Le vieux, ici, jamais on ne lui donne de baisers, ni d’arbre de Noël. On lui donnera un jour un cercueil et ce sera fini.
Non, j’en ai assez.
Il ne faut pas voir les choses du mauvais côté, répondit le petit garçon.
A moi, tout ici me paraît magnifique, et encore n’ai-je pas vu toutes les belles choses que les vieux souvenirs font passer devant les yeux du maître de céans.
- Moi non plus, je ne les aperçois, ni ne les verrai jamais, reprit le soldat de plomb. Je te prie, emporte-moi.
- Non, dit le petit, il faut que tu restes pour tenir compagnie à ce bon vieux monsieur.
Le vieillard, qui paraissait tout rajeuni et avait l’air tout heureux, revint avec d’excellents gâteaux, des confitures délicieuses, des pommes, des noix et autres friandises ; il plaça tout devant son petit ami, qui, ma foi, ne pensa plus aux peines du soldat de plomb. L’enfant retourna chez lui, s’étant diverti à merveille.
Le lendemain, il était à sa fenêtre, et il fit un signe de tête au vieux monsieur, qui le lui rendit en souriant. Une neuvaine se passa, et alors on revint prendre le petit garçon pour le mener à la vieille maison.
Les trompettes entonnèrent leur schnetterendeng, ta-ta-ra-ta. Les chevaliers et les belles dames se penchèrent hors de leur cadre pour voir passer ce petit être, si jeune ; les fauteuils débitèrent leur knik-knak ; le cuir des murailles déclara qu’il était plus durable que la dorure ; enfin tout se passa comme la première fois ; rien ne changeait dans la vieille maison.
- Oh ! Que je me sens malheureux, s’écria le soldat de plomb.
- C’est à périr ici.
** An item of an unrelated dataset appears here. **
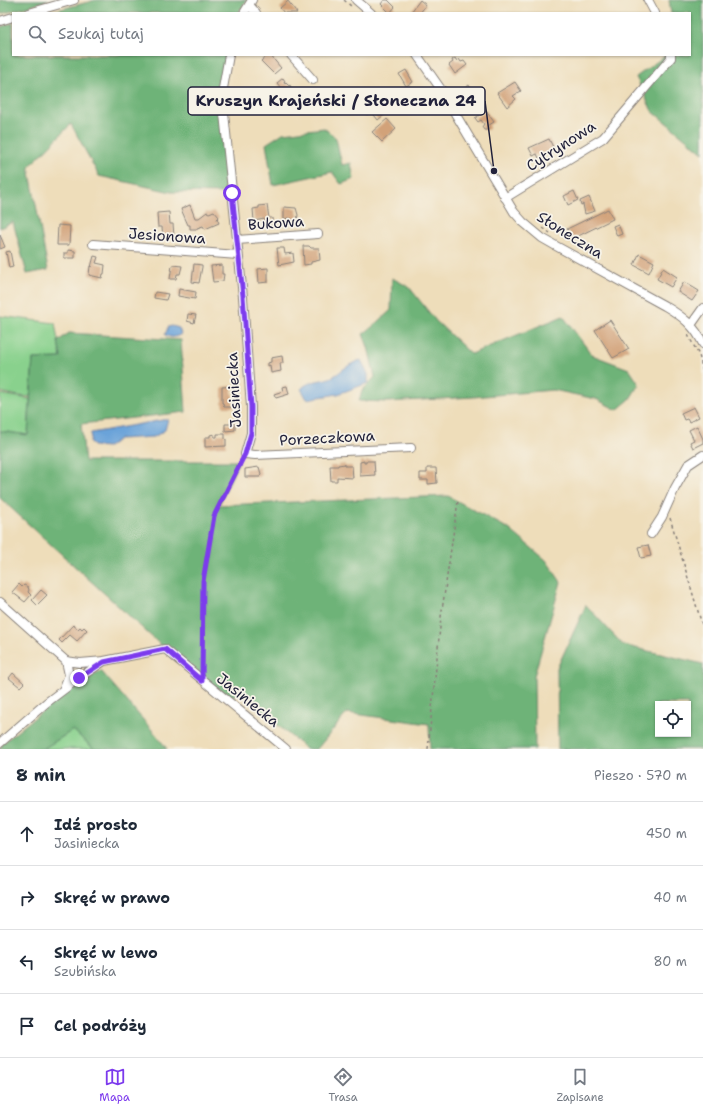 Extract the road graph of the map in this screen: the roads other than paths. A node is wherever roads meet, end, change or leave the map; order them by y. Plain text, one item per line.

Laisse-moi plutôt partir pour la guerre, dussé-je y perdre bras et ambes, ce serait au moins un changement.
Oh, emmène-moi !
Maintenant je sais ce que c’est que de recevoir la visite de ses vieux souvenirs, et ce n’est pas amusant du tout à la longue.
- Je vous revoyais tous à la maison, comme si j’étais encore au milieu de vous.
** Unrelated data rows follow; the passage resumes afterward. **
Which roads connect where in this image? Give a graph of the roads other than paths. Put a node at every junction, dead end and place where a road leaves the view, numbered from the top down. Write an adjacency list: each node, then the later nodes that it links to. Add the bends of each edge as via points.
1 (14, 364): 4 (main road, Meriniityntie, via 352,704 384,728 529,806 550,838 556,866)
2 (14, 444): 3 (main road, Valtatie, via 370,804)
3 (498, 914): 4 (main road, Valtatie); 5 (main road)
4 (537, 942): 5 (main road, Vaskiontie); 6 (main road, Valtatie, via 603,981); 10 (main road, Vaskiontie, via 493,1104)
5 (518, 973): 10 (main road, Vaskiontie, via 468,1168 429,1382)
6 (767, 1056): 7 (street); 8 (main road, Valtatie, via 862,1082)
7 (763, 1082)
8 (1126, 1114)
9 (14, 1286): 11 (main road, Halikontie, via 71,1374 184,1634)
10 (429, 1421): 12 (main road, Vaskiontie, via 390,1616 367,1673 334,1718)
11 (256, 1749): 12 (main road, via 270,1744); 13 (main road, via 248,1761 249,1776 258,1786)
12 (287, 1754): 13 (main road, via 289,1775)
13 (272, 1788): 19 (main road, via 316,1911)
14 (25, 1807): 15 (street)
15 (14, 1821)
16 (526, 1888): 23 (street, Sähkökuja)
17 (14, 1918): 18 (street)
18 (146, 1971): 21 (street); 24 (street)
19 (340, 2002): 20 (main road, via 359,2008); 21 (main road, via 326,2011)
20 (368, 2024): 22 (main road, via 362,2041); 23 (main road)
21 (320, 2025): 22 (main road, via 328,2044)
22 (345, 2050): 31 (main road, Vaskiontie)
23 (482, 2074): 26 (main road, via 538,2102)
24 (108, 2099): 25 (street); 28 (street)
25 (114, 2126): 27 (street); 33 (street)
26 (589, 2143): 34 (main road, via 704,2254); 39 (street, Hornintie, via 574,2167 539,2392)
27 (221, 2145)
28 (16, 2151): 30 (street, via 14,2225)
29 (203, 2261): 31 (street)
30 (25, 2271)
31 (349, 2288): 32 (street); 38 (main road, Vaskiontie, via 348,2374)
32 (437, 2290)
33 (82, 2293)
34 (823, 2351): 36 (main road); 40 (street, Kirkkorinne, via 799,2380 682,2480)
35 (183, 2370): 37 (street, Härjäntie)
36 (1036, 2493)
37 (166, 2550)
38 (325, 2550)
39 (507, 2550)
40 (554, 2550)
C’était un dimanche matin, et vous autres enfants vous étiez réunis, et les mains jointes vous chantiez un psaume ; ton père et ta mère écoutaient pieusement.
Voilà que la porte s’ouvre et que ta petite soeur Maria, qui n’a que deux ans, fait son entrée.
Elle est si vive et elle est toujours prête à danser quand elle entend n’importe quelle musique.
Cette fois vos chants la mirent en mouvement, mais cela n’allait guère en mesure ; la mélodie marchait trop lentement ; l’enfant levait sa petite jambe, mais il lui fallait la tenir trop longtemps en l’air ; cependant elle dandinait comme elle pouvait de la tête.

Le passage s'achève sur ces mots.